The following stories and blogs are, unless otherwise stated, editorials.

This is not the extent of my photo/journalistic ability or interest, simply what I pride myself most on, and what I love to share.

July 6, 2014

Okay, got three stories coming down the pipe between today and next Saturday!!


Finally have some time off to write them!


Today: Expect a story about Summerfest and Public Privacy by the end of the day.


By Wednesday: The Fourth At Franklin, Year Two: Small town Fourth of July celebration.


By Friday: Pride Politics: Why politicians love and hate the LGBT community, and why we shouldn't trust any of them!

July 2, 2014

The first pride story is up!!




A photo diary dealing with my discomfort with the Gay community and Pride in my earlier days, and how misguided I was.


Next story brewing up in the brain pan is probably going to tacke Pride Politics.


Or Pride Dogs.


Still debating!

June 30, 2014

Here's a taste!

Working on the story and pics as we speak.

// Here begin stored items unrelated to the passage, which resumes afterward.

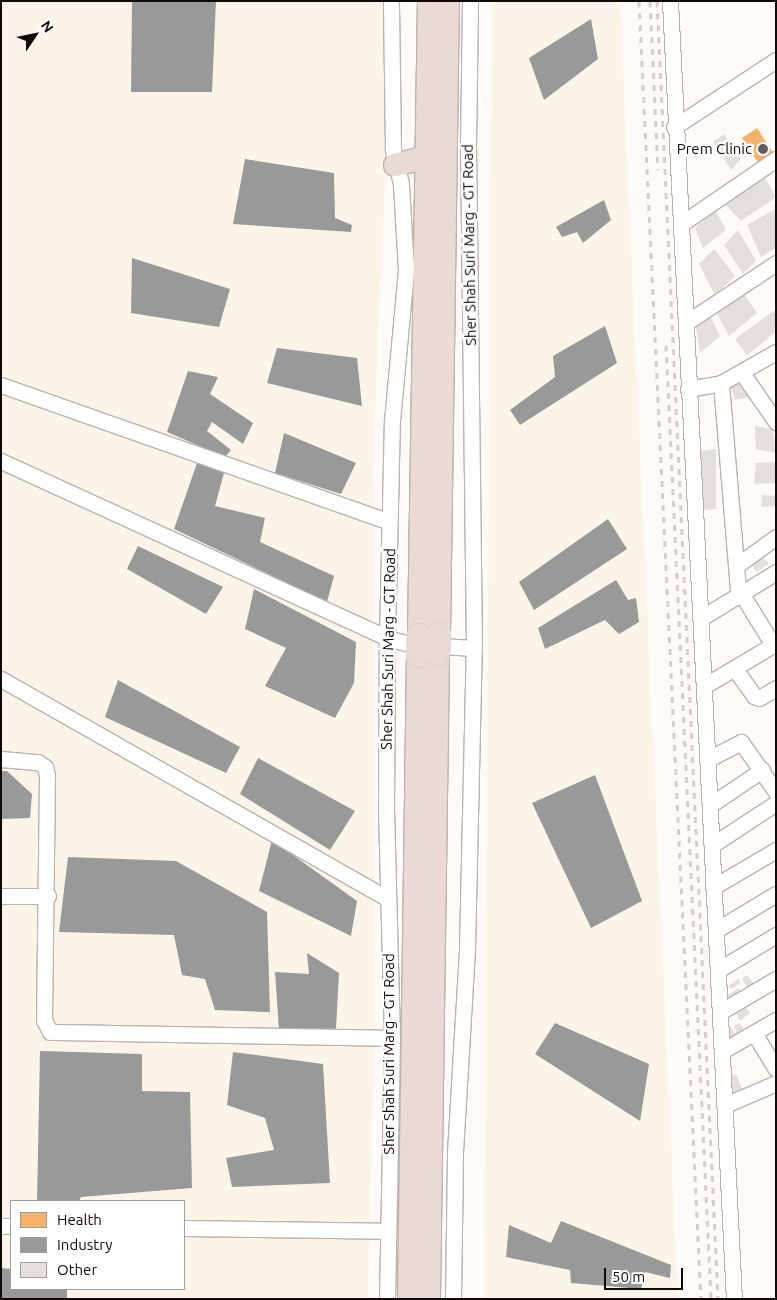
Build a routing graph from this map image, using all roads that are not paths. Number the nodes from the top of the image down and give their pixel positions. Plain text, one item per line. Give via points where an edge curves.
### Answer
1 (391, 1) edge
2 (429, 1) edge
3 (448, 1) edge
4 (470, 1) edge
5 (670, 1) edge
6 (776, 60) edge
7 (674, 127) junction
8 (426, 157) junction
9 (776, 159) edge
10 (395, 165) junction
11 (681, 224) junction
12 (776, 263) edge
13 (687, 322) junction
14 (776, 352) edge
15 (742, 373) junction
16 (721, 383) junction
17 (1, 385) edge
18 (688, 389) junction
19 (776, 422) edge
20 (1, 461) edge
21 (390, 522) junction
22 (776, 537) edge
23 (736, 566) junction
24 (776, 572) edge
25 (740, 594) junction
26 (701, 618) junction
27 (387, 638) junction
28 (774, 644) edge
29 (429, 645) junction
30 (474, 648) junction
31 (734, 668) junction
32 (1, 680) edge
33 (704, 686) junction
34 (776, 688) edge
35 (1, 759) edge
36 (708, 759) junction
37 (762, 770) junction
38 (776, 792) edge
39 (776, 803) edge
40 (710, 805) junction
41 (712, 845) junction
42 (776, 850) edge
43 (713, 887) junction
44 (776, 894) edge
45 (1, 896) edge
46 (48, 896) junction
47 (388, 899) junction
48 (716, 930) junction
49 (776, 935) edge
50 (718, 970) junction
51 (776, 979) edge
52 (720, 1012) junction
53 (776, 1020) edge
54 (754, 1033) junction
55 (392, 1038) junction
56 (722, 1051) junction
57 (776, 1069) edge
58 (776, 1083) edge
59 (725, 1105) junction
60 (185, 1228) edge
61 (387, 1231) junction
62 (387, 1299) edge
63 (409, 1299) edge
64 (429, 1299) edge
65 (453, 1299) edge
66 (734, 1299) edge

1 - 10 street, Sher Shah Suri Marg - GT Road
2 - 8 highway, Sher Shah Suri Marg - GT Road
3 - 29 highway, Sher Shah Suri Marg - GT Road
4 - 30 street, Sher Shah Suri Marg - GT Road via 468,146
5 - 7 street
6 - 7 street
7 - 11 street
8 - 10 highway
8 - 29 highway, Sher Shah Suri Marg - GT Road
9 - 11 street
10 - 21 street, Sher Shah Suri Marg - GT Road via 402,184 406,269 392,421
11 - 13 street
12 - 13 street
13 - 18 street
14 - 15 street
15 - 16 street
15 - 19 street
16 - 18 street
16 - 23 street
17 - 21 street
18 - 26 street
20 - 27 street
21 - 27 street, Sher Shah Suri Marg - GT Road
22 - 23 street
23 - 25 street
24 - 25 street
25 - 26 street
25 - 28 street
26 - 33 street
27 - 30 street via 408,644
27 - 47 street, Sher Shah Suri Marg - GT Road
28 - 31 street
29 - 63 highway, Sher Shah Suri Marg - GT Road
29 - 64 highway, Sher Shah Suri Marg - GT Road
30 - 65 street, Sher Shah Suri Marg - GT Road via 466,948 455,1152
31 - 33 street
31 - 34 street via 754,696 759,698
32 - 47 street
33 - 36 street
35 - 46 street via 27,759 45,767
36 - 37 street via 741,742
36 - 40 street
37 - 38 street
37 - 40 street
39 - 41 street
40 - 41 street
41 - 43 street
42 - 43 street
43 - 48 street
44 - 48 street
45 - 46 street
46 - 55 street via 44,1020 50,1032
47 - 55 street, Sher Shah Suri Marg - GT Road
48 - 50 street
49 - 50 street
50 - 52 street
51 - 52 street
52 - 56 street
53 - 54 street
54 - 56 street
54 - 57 street
55 - 61 street, Sher Shah Suri Marg - GT Road
56 - 59 street
58 - 59 street
59 - 66 street
60 - 61 street
61 - 62 street, Sher Shah Suri Marg - GT Road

Probably going to have one short diary, then a straight soap box piece, and, likely, something political.

I said I was going to stay off politics, but frankly... I can't help myself.

June 25, 2014

Under the circumstances of new school, brief writer's block, and... frankly, bad pictures. There won't be a Zombie Prom story, at least not any time soon. Maybe after Pride I can get around to it.

June 23, 2014

First thing's first! I'm going to hold off on the Pride Fest article/diary until the Pride Parade on the 28th. Work load is kind of intense right now.


Zombie Prom diary, on the other hand, will be up tomorrowish! It probably won't be a longer story. 500 words, if I'm lucky. 1,500 if I go mad again.


And secondly...

I know coming out isn't easy. And I know everyone has the right to do so on their terms.


Hell, my parents have always been socially liberal, and even I had a tough time with it.

So, if you have a problem with being featured in my pictures of Pride, please, do not run off to a lawyer's office. Contact me at the email provided below and let me know.


I respect the right to privacy, but in my defense, you were in a public space.


My removal will be in four steps:

I will temporarily remove the picture immediately upon recieving the email.

I will try to crop you from the picture. Or...

I will try to conceal your face in the picture. Or...

If all else fails, I will remove the picture permanently.


I will want to talk to you and confirm your identity--understand, I've had this site active for like, 2 weeks and have already been hit with trolls by the truckload. They seem to be my audience.

June 22, 2014

Not going to have the time to write about and edit all the pics from Zombie Prom until Monday, probably.


But have a preview of the most recent disguises my friend Amber and I donned!


Pride Fest calls to me tomorrow!!


Also, starting with a $32 glass of Johnny Blue and wrapping up the night with three shots of Rumple Minze, one after the other in rapid succession... not the best plan I ever had!

June 20, 2014

The Affluent Rave / Applied Anthropology story is up!!


Yes. They got combined into one story, and it's... well, pretty damn long.


But I'm pretty goddamn happy with it!


Anyway... ENJOY!

June 16, 2014

After a bit of work, and notably no editing on the writing... The first photo diary from Spring Awakening is up!


Click here to find it!


(Going to work on easier navigation for the site... at some point!)



June 16, 2014

One of the most unsettling things I've ever witnessed:


The UBER Silent Disco.


This is saying a lot.


Imagine you're in a club, you can feel the movement of bodies reverberating through the floor, watch the bodies twist and groove and the DJ spin, witness the lights and strobes flash past your eyes... but you don't hear a single sound.


That was the UBER Silent Disco at Spring Awakening; wireless headphones rigged directly into the DJ's equipment. Conceptually, it's brilliant: A way of hosting a rave in, let's say, a residential basement without the cops showing up or pissing off the neighbors. In theory, you could host a party without security or restriction, and do all the drugs your brain could handle. And then some! And beer wouldn't be $10 per can. And water not $5 a bottle.


In practice, it was maddening.


I opted out of the headphones because I was feeling masochistic, I suppose; or maybe I just wanted to really catch the weirdness of it.


At the rest of the festival, it was easy to explain the weird and strange away: people lost in the movement and beat, fluttering about to the music and noise. But without the context of the music in your own ears at the time, the brain fails to make certain connections to explain this all, and you lapse into a semi-comatose state trying to rebuild your synapses.


Mind you, this all happened to me in about a span of eight seconds, so the pieces of grey matter were pretty easily picked up and I regained my sanity shortly thereafter.